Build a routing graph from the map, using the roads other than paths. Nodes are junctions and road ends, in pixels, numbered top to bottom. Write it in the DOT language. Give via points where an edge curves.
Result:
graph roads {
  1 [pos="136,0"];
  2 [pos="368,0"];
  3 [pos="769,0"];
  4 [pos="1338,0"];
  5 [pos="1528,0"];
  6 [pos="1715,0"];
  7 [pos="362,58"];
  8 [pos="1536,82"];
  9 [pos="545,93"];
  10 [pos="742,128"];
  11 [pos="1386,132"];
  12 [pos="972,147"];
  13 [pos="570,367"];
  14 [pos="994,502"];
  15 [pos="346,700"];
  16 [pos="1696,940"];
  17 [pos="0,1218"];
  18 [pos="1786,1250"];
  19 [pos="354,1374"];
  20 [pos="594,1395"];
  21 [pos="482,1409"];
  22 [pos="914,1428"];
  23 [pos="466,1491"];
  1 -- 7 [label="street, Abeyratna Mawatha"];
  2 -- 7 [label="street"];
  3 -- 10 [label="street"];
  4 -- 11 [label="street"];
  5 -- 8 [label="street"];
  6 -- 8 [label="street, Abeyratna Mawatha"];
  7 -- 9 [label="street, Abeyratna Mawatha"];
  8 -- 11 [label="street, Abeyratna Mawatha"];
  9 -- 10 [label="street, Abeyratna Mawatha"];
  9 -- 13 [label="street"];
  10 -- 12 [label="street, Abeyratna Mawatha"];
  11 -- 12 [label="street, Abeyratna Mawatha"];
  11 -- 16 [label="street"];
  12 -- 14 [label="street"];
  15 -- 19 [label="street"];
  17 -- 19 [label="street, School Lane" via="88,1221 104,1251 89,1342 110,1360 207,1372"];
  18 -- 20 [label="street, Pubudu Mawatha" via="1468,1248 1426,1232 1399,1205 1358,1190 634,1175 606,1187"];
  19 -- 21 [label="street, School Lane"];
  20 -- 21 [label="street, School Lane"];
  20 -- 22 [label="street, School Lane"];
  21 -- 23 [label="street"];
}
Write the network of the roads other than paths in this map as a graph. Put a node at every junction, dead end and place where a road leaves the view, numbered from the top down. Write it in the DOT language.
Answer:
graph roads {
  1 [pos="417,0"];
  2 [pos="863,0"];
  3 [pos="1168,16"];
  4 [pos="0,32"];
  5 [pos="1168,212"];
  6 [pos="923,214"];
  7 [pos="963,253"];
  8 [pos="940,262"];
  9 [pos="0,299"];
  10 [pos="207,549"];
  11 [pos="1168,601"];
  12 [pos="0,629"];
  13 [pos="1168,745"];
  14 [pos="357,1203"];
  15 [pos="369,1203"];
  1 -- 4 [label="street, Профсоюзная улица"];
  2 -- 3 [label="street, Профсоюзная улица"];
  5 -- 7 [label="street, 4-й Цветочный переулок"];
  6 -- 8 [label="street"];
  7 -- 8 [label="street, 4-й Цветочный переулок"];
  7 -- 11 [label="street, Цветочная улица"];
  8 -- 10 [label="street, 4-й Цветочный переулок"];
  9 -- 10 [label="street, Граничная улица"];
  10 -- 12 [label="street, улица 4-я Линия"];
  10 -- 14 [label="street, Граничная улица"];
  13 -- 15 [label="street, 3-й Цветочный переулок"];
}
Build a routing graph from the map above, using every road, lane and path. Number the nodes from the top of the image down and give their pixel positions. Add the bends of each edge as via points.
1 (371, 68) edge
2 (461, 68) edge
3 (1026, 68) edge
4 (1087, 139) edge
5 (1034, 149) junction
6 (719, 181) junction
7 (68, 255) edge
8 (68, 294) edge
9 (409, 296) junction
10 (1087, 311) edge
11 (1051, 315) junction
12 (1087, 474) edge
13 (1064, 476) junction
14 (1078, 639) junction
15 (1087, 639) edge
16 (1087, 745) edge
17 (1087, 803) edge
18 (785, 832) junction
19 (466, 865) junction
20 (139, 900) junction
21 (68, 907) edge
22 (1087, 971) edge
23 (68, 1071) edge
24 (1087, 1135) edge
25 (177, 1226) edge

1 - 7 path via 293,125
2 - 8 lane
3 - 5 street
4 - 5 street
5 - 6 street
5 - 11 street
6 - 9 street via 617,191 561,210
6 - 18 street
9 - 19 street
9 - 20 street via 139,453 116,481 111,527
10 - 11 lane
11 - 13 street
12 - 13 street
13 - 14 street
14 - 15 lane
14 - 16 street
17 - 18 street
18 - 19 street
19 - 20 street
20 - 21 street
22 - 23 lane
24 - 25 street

☆ ☆ ☆ ☆

Retype all the data exactly, line for line.

● **Exercise response**:
Build a routing graph from the map, using the roads other than paths. Nodes are junctions and road ends, in pixels, numbered top to bottom. Write it in the DOT language. Give via points where an edge curves.
Result:
graph roads {
  1 [pos="136,0"];
  2 [pos="368,0"];
  3 [pos="769,0"];
  4 [pos="1338,0"];
  5 [pos="1528,0"];
  6 [pos="1715,0"];
  7 [pos="362,58"];
  8 [pos="1536,82"];
  9 [pos="545,93"];
  10 [pos="742,128"];
  11 [pos="1386,132"];
  12 [pos="972,147"];
  13 [pos="570,367"];
  14 [pos="994,502"];
  15 [pos="346,700"];
  16 [pos="1696,940"];
  17 [pos="0,1218"];
  18 [pos="1786,1250"];
  19 [pos="354,1374"];
  20 [pos="594,1395"];
  21 [pos="482,1409"];
  22 [pos="914,1428"];
  23 [pos="466,1491"];
  1 -- 7 [label="street, Abeyratna Mawatha"];
  2 -- 7 [label="street"];
  3 -- 10 [label="street"];
  4 -- 11 [label="street"];
  5 -- 8 [label="street"];
  6 -- 8 [label="street, Abeyratna Mawatha"];
  7 -- 9 [label="street, Abeyratna Mawatha"];
  8 -- 11 [label="street, Abeyratna Mawatha"];
  9 -- 10 [label="street, Abeyratna Mawatha"];
  9 -- 13 [label="street"];
  10 -- 12 [label="street, Abeyratna Mawatha"];
  11 -- 12 [label="street, Abeyratna Mawatha"];
  11 -- 16 [label="street"];
  12 -- 14 [label="street"];
  15 -- 19 [label="street"];
  17 -- 19 [label="street, School Lane" via="88,1221 104,1251 89,1342 110,1360 207,1372"];
  18 -- 20 [label="street, Pubudu Mawatha" via="1468,1248 1426,1232 1399,1205 1358,1190 634,1175 606,1187"];
  19 -- 21 [label="street, School Lane"];
  20 -- 21 [label="street, School Lane"];
  20 -- 22 [label="street, School Lane"];
  21 -- 23 [label="street"];
}
Write the network of the roads other than paths in this map as a graph. Put a node at every junction, dead end and place where a road leaves the view, numbered from the top down. Write it in the DOT language.
Answer:
graph roads {
  1 [pos="417,0"];
  2 [pos="863,0"];
  3 [pos="1168,16"];
  4 [pos="0,32"];
  5 [pos="1168,212"];
  6 [pos="923,214"];
  7 [pos="963,253"];
  8 [pos="940,262"];
  9 [pos="0,299"];
  10 [pos="207,549"];
  11 [pos="1168,601"];
  12 [pos="0,629"];
  13 [pos="1168,745"];
  14 [pos="357,1203"];
  15 [pos="369,1203"];
  1 -- 4 [label="street, Профсоюзная улица"];
  2 -- 3 [label="street, Профсоюзная улица"];
  5 -- 7 [label="street, 4-й Цветочный переулок"];
  6 -- 8 [label="street"];
  7 -- 8 [label="street, 4-й Цветочный переулок"];
  7 -- 11 [label="street, Цветочная улица"];
  8 -- 10 [label="street, 4-й Цветочный переулок"];
  9 -- 10 [label="street, Граничная улица"];
  10 -- 12 [label="street, улица 4-я Линия"];
  10 -- 14 [label="street, Граничная улица"];
  13 -- 15 [label="street, 3-й Цветочный переулок"];
}
Build a routing graph from the map above, using every road, lane and path. Number the nodes from the top of the image down and give their pixel positions. Add the bends of each edge as via points.
1 (371, 68) edge
2 (461, 68) edge
3 (1026, 68) edge
4 (1087, 139) edge
5 (1034, 149) junction
6 (719, 181) junction
7 (68, 255) edge
8 (68, 294) edge
9 (409, 296) junction
10 (1087, 311) edge
11 (1051, 315) junction
12 (1087, 474) edge
13 (1064, 476) junction
14 (1078, 639) junction
15 (1087, 639) edge
16 (1087, 745) edge
17 (1087, 803) edge
18 (785, 832) junction
19 (466, 865) junction
20 (139, 900) junction
21 (68, 907) edge
22 (1087, 971) edge
23 (68, 1071) edge
24 (1087, 1135) edge
25 (177, 1226) edge

1 - 7 path via 293,125
2 - 8 lane
3 - 5 street
4 - 5 street
5 - 6 street
5 - 11 street
6 - 9 street via 617,191 561,210
6 - 18 street
9 - 19 street
9 - 20 street via 139,453 116,481 111,527
10 - 11 lane
11 - 13 street
12 - 13 street
13 - 14 street
14 - 15 lane
14 - 16 street
17 - 18 street
18 - 19 street
19 - 20 street
20 - 21 street
22 - 23 lane
24 - 25 street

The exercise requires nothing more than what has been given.